## TASK STATEMENT
Set down each record exactly. Omit the pictures.

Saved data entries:
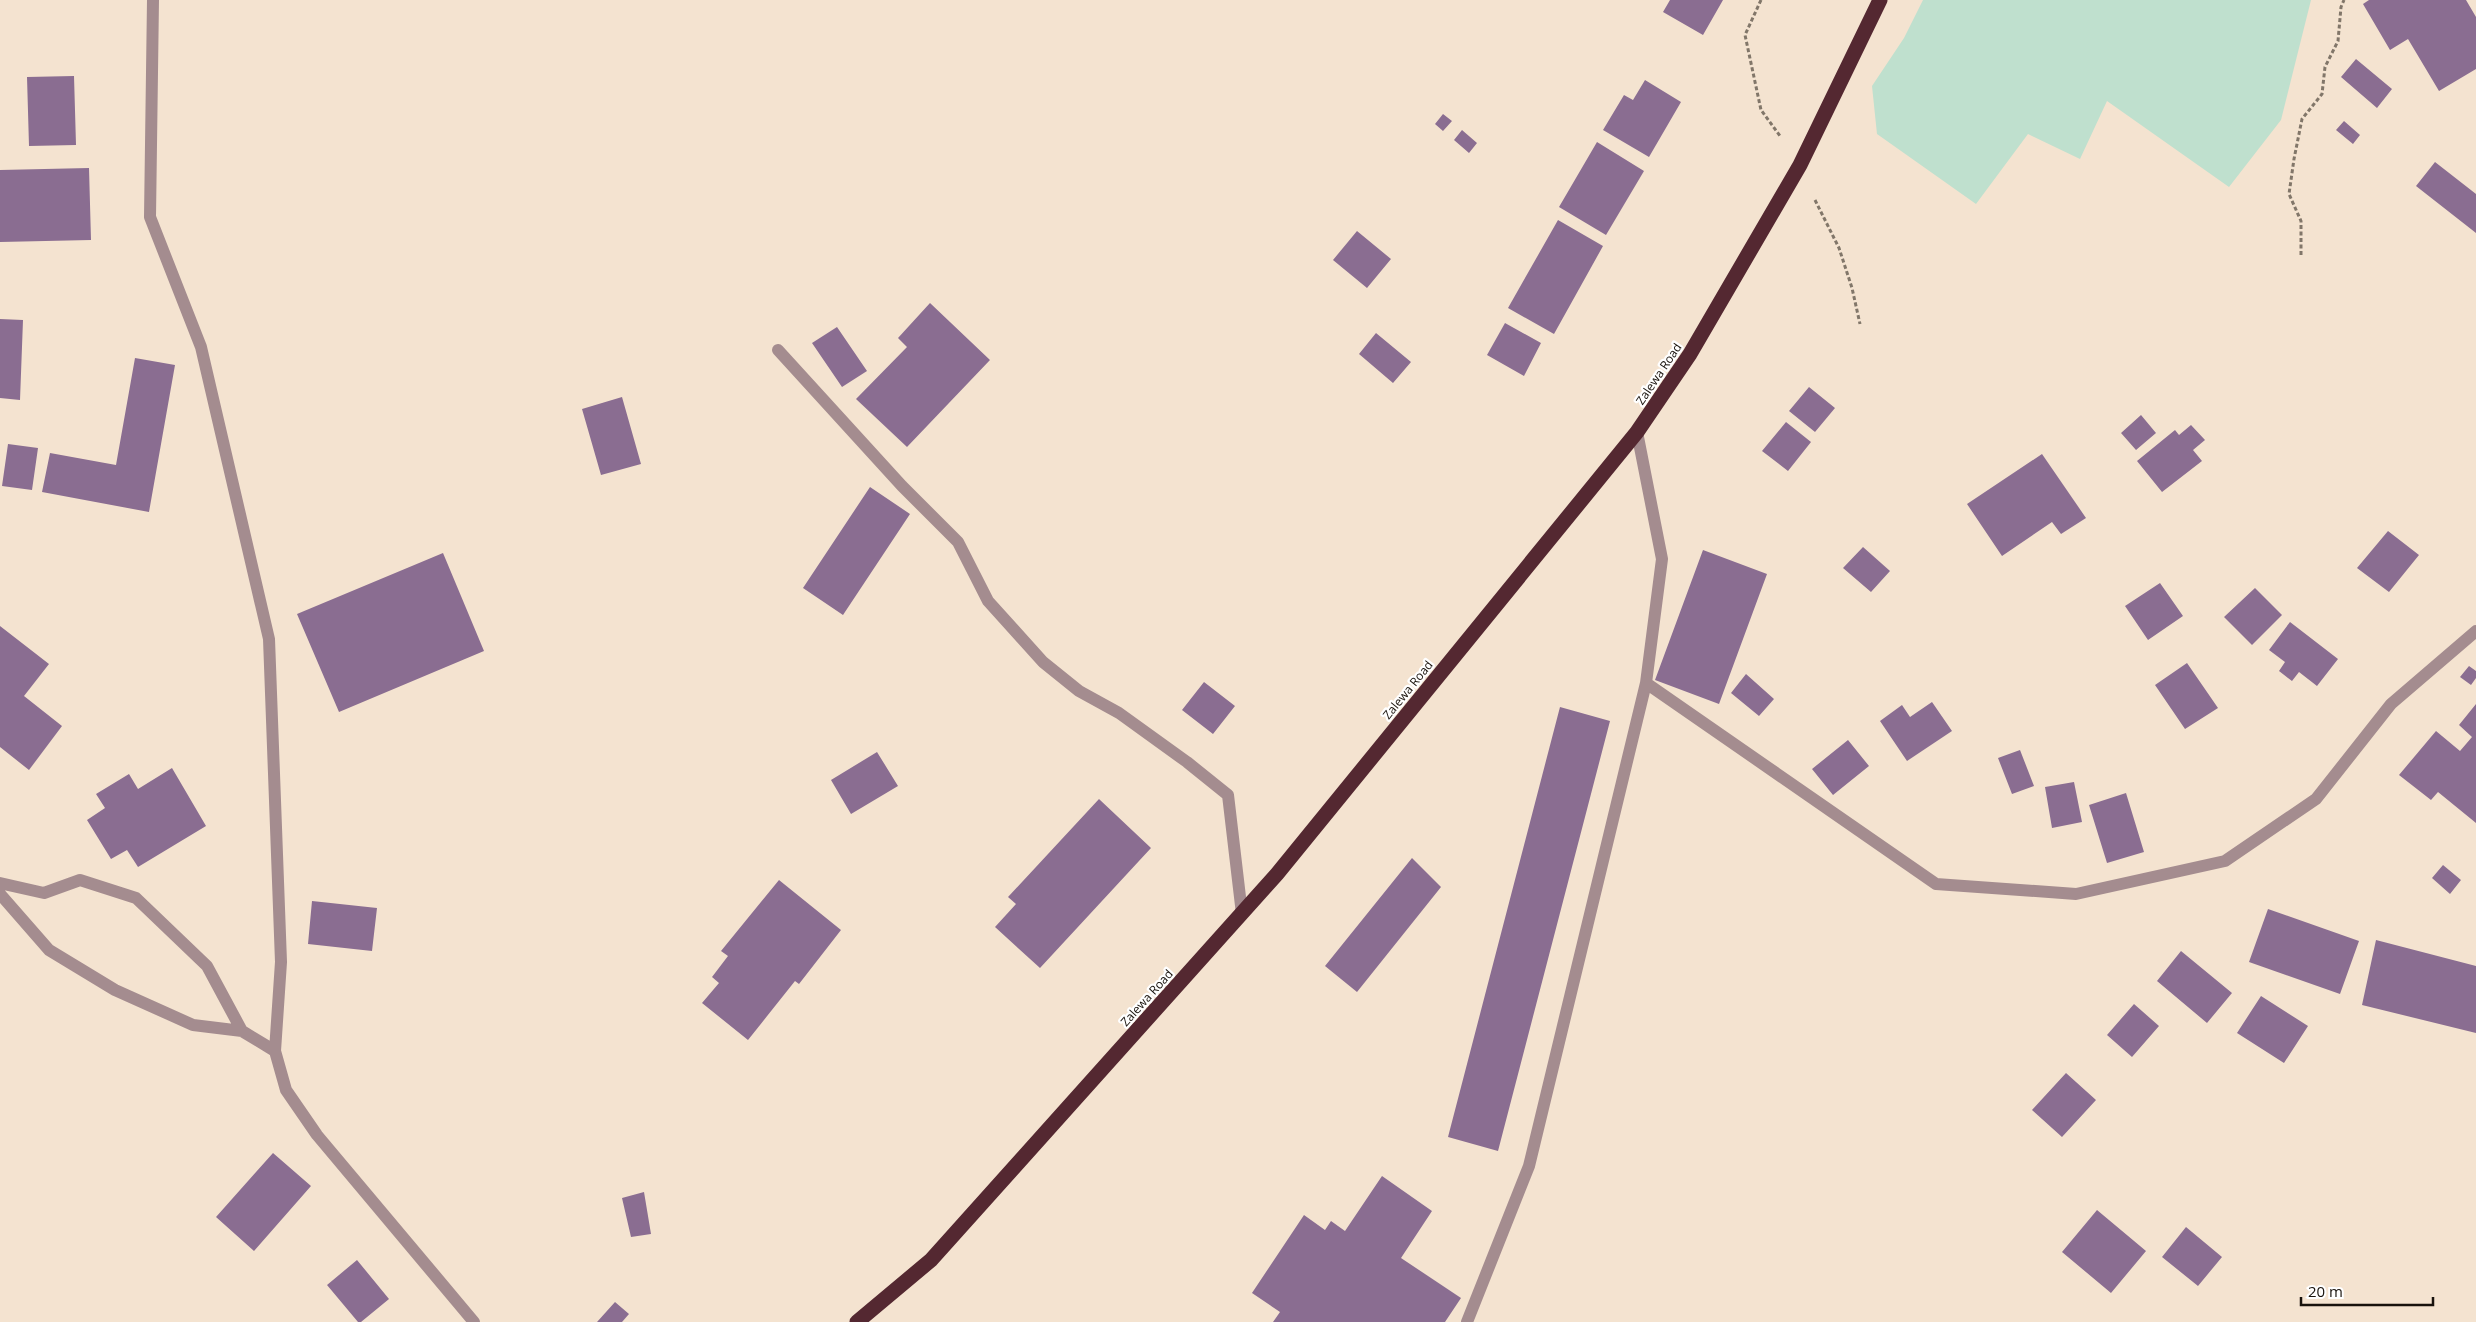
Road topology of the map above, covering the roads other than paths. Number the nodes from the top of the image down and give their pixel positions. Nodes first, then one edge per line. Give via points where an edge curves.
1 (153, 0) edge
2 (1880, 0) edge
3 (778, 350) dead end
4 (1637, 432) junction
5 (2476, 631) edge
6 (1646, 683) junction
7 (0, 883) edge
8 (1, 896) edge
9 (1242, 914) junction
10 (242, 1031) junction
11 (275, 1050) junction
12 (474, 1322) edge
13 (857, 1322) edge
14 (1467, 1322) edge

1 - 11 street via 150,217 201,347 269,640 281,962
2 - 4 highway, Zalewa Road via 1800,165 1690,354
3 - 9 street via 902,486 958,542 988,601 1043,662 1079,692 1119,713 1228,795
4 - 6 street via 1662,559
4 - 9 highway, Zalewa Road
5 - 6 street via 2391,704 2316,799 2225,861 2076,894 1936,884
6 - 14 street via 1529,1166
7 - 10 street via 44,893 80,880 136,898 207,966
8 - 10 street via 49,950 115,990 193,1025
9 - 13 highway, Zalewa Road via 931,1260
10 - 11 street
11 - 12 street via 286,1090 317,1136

## TASK SOLUTION
Road topology of the map above, covering the roads other than paths. Number the nodes from the top of the image down and give their pixel positions. Nodes first, then one edge per line. Give via points where an edge curves.
1 (153, 0) edge
2 (1880, 0) edge
3 (778, 350) dead end
4 (1637, 432) junction
5 (2476, 631) edge
6 (1646, 683) junction
7 (0, 883) edge
8 (1, 896) edge
9 (1242, 914) junction
10 (242, 1031) junction
11 (275, 1050) junction
12 (474, 1322) edge
13 (857, 1322) edge
14 (1467, 1322) edge

1 - 11 street via 150,217 201,347 269,640 281,962
2 - 4 highway, Zalewa Road via 1800,165 1690,354
3 - 9 street via 902,486 958,542 988,601 1043,662 1079,692 1119,713 1228,795
4 - 6 street via 1662,559
4 - 9 highway, Zalewa Road
5 - 6 street via 2391,704 2316,799 2225,861 2076,894 1936,884
6 - 14 street via 1529,1166
7 - 10 street via 44,893 80,880 136,898 207,966
8 - 10 street via 49,950 115,990 193,1025
9 - 13 highway, Zalewa Road via 931,1260
10 - 11 street
11 - 12 street via 286,1090 317,1136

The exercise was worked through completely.